Monday, October 8, 2007

Thank You, America

Source : TODAY, Monday, October 8, 2007

Strong US job data should help to stop recession in Asia

UNITED States jobs data showing that the country’s economy is likely to skirt an outright recession should help set the tone for Asian markets, including Singapore’s, this week.

In addition, Singapore’s third-quarter economic report, due to be issued early on Wednesday at the same time as the Monetary Authority of Singapore’s (MAS) semi-annual policy statement, is widely expected to show continued strong broad-based expansion.

Economists told TODAY they expect third-quarter gross domestic product to have expanded 9 to 9.6 per cent from a year earlier, faster than the second quarter’s 8.6 per cent.

Meanwhile, ING’s economists, in a weekly report, said uncertainty surrounds MAS’policy, which has held a tightening bias since April 2004.

“Irrespective of whether it does (tighten further), we expect the trend of confidence-sensitive capital inflows appreciating (the Singapore dollar) and pushing short-term rates lower will persist,” the report said.

Last week, the Straits Times Index (STI) rose 3.14 per cent to 3,822.62.

Average daily volume totalled 4 billion shares valued at $3.44 billion, compared with 2.58 billion shares worth $2.75 billion the week before.

On Friday, the US Labor Department said employers outside the farm sector added 110,000 jobs in September, more than economists had predicted.

The report also significantly revised the same figure for previous months: In August, the economy gained 89,000 jobs, compared with the previouslyreported loss of 4,000 jobs for the month.

Morgan Stanley chief US economist Richard Berner said the change to the August jobs figure exceeded almost all expectations. “We’re not talking about an economic boom.

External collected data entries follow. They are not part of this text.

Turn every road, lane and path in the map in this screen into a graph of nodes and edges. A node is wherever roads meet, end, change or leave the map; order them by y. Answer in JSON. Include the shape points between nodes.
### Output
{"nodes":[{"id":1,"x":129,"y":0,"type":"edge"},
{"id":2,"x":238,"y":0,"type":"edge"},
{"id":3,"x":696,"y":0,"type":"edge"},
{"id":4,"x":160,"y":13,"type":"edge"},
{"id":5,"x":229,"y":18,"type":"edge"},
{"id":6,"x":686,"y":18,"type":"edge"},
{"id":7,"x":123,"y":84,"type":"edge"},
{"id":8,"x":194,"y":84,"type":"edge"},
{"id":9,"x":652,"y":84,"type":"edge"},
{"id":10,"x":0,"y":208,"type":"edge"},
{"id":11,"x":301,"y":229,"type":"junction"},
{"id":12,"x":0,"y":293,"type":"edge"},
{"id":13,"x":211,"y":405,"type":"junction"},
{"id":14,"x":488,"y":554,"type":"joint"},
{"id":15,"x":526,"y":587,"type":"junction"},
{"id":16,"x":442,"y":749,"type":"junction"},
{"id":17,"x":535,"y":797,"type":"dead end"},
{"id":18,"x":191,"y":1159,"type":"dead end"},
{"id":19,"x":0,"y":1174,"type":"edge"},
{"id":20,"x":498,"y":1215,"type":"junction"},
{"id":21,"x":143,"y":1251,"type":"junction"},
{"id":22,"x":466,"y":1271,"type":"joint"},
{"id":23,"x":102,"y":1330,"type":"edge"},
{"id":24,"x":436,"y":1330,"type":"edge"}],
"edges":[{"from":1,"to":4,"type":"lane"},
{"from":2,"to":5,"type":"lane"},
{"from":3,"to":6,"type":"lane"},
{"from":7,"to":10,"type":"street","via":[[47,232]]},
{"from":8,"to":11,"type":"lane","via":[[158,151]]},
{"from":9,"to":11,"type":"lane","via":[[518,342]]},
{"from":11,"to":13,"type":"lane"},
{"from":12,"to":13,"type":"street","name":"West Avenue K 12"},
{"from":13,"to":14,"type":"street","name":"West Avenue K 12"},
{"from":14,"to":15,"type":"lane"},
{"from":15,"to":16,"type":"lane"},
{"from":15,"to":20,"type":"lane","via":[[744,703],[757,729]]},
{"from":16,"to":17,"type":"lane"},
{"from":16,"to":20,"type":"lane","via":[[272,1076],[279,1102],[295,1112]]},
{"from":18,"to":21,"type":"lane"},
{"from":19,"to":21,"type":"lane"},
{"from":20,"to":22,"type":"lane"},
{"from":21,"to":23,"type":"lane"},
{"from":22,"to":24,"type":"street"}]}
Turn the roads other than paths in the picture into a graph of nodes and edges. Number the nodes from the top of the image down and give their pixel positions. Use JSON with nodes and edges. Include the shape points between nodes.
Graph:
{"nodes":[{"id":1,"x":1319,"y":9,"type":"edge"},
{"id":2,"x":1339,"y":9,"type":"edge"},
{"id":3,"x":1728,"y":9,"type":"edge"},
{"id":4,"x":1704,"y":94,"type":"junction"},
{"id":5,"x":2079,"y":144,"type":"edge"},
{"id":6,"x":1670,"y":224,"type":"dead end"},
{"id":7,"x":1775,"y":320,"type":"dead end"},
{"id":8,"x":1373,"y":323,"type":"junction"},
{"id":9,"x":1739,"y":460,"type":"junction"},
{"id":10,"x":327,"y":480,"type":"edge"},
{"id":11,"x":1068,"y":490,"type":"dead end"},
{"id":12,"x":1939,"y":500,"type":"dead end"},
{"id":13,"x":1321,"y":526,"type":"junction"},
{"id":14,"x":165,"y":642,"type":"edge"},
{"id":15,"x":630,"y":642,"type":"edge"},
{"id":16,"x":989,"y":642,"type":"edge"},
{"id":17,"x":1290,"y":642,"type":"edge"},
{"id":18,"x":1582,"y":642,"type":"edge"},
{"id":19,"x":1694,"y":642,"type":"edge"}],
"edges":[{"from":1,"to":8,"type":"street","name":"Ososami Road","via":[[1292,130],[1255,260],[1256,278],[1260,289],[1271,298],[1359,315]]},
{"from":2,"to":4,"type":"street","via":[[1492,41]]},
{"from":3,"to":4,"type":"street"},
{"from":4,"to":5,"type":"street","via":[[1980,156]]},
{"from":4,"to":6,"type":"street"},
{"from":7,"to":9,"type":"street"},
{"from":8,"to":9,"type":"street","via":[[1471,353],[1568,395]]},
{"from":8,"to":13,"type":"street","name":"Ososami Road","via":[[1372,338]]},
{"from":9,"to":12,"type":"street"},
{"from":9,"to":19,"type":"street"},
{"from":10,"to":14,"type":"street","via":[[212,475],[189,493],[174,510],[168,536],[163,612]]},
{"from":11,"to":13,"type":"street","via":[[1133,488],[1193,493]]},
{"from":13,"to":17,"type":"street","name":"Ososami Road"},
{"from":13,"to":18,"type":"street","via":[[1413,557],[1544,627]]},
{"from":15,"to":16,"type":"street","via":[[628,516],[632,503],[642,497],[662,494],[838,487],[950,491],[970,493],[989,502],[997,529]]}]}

We still have a slowing job picture. But it’s one that’s far less dire than the one that was portrayed by the data” when it was released a month ago, he said.

The good news on job creation drowned fresh warnings on housing-related losses. Washington Mutual and Merrill Lynch said their third-quarter profits would be hit by turmoil in the mortgage and credit markets.

Merrill projected it would lose as much as US$0.50 a share in the quarter because of writedowns of US$5 billion ($7.4 billion) on sub-prime mortgages and other investments.

Still, investors, as they did all of last week, ignored the bad news from companies hit by subprime losses. Merrill’s shares ended the day up 2.53 per cent and Washington Mutual was up 2.24 per cent.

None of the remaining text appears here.